Why Automation Will Never Replace Manual Testing

Having made a career out of test automation, I have enjoyed a front-row seat (sometimes even on the stage) to what works and what doesn’t. What doesn’t work is trying to replace manual testing with automation. The fact is, you need both.

Manual testers are experts at the unexpected. They play the “what if” game by deliberately behaving badly, wandering into the weeds to find what engineering may have overlooked. They focus laser attention on changes, whether new features or fixes to past issues, and their coverage is narrow but deep. Their domain expertise guides them to ferret out the “unhappy path.” It’s not that they don’t identify regression test cases, but there is never enough time to cover all of them constantly—and, frankly, the endless repetition is boring to anyone with a brain.

Automation, on the other hand, is all about predictability. It assures that what we expect to happen in fact occurs, and that the “happy path” is actually happy. Automation focuses on existing functionality, protecting against implicit assumptions. Its coverage is wide but shallow, and it fills in the regression gap left by manual resource constraints and schedule pressure. Test tools don’t get bored, and they will work around the clock.
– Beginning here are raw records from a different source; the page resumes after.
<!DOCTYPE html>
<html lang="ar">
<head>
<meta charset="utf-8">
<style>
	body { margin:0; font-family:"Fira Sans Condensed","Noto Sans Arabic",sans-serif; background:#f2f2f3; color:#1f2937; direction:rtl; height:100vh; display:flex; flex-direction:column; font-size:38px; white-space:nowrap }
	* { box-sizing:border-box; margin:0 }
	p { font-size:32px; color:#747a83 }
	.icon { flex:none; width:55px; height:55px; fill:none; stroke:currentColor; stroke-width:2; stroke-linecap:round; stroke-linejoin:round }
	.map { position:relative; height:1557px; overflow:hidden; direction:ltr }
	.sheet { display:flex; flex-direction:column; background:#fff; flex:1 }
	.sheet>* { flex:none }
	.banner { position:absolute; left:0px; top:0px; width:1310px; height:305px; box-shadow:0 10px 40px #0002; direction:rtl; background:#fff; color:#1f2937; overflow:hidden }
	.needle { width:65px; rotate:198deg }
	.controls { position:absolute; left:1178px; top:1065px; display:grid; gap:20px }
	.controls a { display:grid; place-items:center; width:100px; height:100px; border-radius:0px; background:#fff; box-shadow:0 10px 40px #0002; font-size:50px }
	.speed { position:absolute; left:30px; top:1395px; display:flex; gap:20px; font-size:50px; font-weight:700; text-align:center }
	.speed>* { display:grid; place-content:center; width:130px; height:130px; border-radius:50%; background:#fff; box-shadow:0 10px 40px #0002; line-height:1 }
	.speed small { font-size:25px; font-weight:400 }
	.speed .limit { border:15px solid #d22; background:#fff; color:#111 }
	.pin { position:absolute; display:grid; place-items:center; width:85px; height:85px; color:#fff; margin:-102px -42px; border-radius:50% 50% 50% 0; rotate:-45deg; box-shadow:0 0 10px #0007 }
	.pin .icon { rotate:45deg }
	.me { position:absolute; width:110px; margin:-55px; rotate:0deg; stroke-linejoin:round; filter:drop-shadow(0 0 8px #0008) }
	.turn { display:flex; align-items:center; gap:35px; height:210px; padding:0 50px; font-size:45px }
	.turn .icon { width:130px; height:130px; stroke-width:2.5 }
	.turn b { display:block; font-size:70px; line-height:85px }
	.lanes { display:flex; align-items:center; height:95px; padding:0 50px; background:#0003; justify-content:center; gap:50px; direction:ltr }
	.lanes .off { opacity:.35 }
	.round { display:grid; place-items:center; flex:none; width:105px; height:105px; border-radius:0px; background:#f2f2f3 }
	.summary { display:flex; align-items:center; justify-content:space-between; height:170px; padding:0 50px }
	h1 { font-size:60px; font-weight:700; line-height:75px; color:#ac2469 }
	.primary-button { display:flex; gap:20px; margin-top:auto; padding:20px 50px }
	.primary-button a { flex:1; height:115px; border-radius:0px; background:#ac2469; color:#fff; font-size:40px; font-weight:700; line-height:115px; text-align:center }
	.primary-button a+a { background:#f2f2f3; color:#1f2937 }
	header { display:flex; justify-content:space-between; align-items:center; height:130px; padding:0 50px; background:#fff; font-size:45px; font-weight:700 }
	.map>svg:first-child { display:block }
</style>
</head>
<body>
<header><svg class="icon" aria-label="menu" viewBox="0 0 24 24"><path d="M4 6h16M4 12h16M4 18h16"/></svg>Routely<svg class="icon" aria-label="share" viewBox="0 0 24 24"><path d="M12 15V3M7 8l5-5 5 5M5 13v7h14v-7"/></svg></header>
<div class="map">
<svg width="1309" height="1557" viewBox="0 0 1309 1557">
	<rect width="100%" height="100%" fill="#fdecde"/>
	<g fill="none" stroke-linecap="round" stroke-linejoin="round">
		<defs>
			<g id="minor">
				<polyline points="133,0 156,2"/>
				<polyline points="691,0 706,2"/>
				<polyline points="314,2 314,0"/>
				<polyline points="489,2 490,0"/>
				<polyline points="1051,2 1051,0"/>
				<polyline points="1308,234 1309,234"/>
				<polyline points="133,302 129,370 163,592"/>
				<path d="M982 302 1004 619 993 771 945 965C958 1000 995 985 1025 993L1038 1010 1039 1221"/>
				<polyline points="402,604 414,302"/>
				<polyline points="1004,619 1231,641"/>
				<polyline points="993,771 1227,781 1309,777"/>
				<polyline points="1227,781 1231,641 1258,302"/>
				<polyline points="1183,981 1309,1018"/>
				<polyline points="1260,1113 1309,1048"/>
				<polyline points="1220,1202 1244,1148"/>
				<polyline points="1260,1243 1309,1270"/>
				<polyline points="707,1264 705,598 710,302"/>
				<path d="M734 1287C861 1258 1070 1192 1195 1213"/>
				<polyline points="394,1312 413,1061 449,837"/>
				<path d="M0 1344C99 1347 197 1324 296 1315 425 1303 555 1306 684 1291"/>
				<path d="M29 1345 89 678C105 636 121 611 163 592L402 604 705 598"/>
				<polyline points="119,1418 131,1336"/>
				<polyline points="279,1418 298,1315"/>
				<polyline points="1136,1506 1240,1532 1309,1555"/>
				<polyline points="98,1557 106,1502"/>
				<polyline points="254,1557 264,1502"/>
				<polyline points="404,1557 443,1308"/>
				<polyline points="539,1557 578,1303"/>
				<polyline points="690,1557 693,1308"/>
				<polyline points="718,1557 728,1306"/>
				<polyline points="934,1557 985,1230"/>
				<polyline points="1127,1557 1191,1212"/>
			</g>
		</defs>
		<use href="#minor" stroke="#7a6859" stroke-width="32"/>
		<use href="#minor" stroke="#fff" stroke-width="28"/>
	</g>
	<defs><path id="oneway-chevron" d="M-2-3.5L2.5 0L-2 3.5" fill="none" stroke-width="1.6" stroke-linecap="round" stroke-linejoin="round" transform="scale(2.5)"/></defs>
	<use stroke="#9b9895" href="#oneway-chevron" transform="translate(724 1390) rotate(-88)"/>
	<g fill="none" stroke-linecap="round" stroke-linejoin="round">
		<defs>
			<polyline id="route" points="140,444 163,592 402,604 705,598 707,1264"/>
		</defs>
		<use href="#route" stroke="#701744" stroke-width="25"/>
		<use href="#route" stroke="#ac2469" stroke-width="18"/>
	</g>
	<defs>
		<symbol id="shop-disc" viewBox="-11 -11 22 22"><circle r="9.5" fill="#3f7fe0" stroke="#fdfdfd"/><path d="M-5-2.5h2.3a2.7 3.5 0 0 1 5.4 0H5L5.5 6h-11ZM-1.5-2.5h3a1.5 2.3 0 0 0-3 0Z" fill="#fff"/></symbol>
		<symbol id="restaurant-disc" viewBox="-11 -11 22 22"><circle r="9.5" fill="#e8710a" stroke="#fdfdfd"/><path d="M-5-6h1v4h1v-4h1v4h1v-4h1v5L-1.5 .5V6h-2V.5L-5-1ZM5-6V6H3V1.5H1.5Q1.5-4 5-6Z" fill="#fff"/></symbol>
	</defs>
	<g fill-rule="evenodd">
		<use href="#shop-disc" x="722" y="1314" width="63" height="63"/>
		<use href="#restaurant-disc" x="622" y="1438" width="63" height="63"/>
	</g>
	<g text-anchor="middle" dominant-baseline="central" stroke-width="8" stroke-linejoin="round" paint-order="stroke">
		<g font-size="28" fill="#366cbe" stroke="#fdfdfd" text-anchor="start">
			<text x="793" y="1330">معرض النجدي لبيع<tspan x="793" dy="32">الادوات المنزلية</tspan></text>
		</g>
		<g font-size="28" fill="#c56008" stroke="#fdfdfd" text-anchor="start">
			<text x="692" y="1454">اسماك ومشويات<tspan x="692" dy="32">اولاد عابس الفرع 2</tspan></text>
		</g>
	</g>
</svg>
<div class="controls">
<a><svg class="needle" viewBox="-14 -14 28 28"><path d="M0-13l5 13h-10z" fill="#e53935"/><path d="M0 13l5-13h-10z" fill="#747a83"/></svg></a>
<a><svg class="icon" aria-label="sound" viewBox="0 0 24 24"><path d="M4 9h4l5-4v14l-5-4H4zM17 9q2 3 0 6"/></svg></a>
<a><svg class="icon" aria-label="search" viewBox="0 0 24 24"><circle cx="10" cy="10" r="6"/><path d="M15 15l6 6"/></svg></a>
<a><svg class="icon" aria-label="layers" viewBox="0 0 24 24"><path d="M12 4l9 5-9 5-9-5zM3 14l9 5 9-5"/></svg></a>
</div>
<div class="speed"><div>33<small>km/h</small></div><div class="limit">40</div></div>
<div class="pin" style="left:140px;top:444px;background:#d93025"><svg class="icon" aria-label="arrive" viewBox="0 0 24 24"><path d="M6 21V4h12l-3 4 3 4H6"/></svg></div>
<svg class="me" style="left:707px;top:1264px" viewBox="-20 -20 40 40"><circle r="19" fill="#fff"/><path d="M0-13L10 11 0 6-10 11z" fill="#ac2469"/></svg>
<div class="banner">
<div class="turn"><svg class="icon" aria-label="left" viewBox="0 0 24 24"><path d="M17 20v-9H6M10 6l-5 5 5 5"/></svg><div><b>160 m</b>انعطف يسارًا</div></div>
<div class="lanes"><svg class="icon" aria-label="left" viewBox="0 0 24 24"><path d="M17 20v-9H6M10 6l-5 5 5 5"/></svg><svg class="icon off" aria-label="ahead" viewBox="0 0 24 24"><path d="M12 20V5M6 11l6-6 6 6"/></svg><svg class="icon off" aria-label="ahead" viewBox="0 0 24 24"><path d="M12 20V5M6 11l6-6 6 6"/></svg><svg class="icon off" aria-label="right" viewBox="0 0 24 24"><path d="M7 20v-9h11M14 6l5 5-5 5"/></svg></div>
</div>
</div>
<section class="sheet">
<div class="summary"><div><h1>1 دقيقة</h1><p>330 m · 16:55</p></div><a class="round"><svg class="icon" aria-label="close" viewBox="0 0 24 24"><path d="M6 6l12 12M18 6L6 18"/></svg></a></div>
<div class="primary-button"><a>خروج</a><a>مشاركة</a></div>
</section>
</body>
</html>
The reality is that most manual tests aren’t repeated. Each project has its own set of changes, and testing attention is rightfully focused there. Because the next project will have a different focus and investing in automation doesn’t make any economic sense without repeatability, targeting those tests is a waste.

For example, a company introduced changes to its employee benefit rules. Domain experts manually tested the changes exhaustively over a wide range of employee profiles, exposing various issues and then testing the fixes. Once all the fixes were in, the upgrade was ported to the staging environment, where automation took over and executed end-to-end scenarios. To everyone’s surprise, automation uncovered a broken top-level link in the self-service portal to benefits enrollment for new employees. It was an arguably small error, but one that would have lit up the help desk and forced an emergency fix.

The issue turned out to have nothing to do with the benefits changes that were made; it was due to changes in the deployment package. The manual testers admitted they likely would have missed it because it wasn’t supposed to be affected and the link was only enabled in the first thirty days after hiring. Thus, it would only have been found by starting at the very beginning of a lengthy and tedious employee lifecycle—which is exactly what the automated scenarios did.

Automation won’t replace manual testing, but neither will manual testing obviate automation. Once the difference between them is understood, the age-old fear of automation dissolves and a powerful, productive collaboration emerges.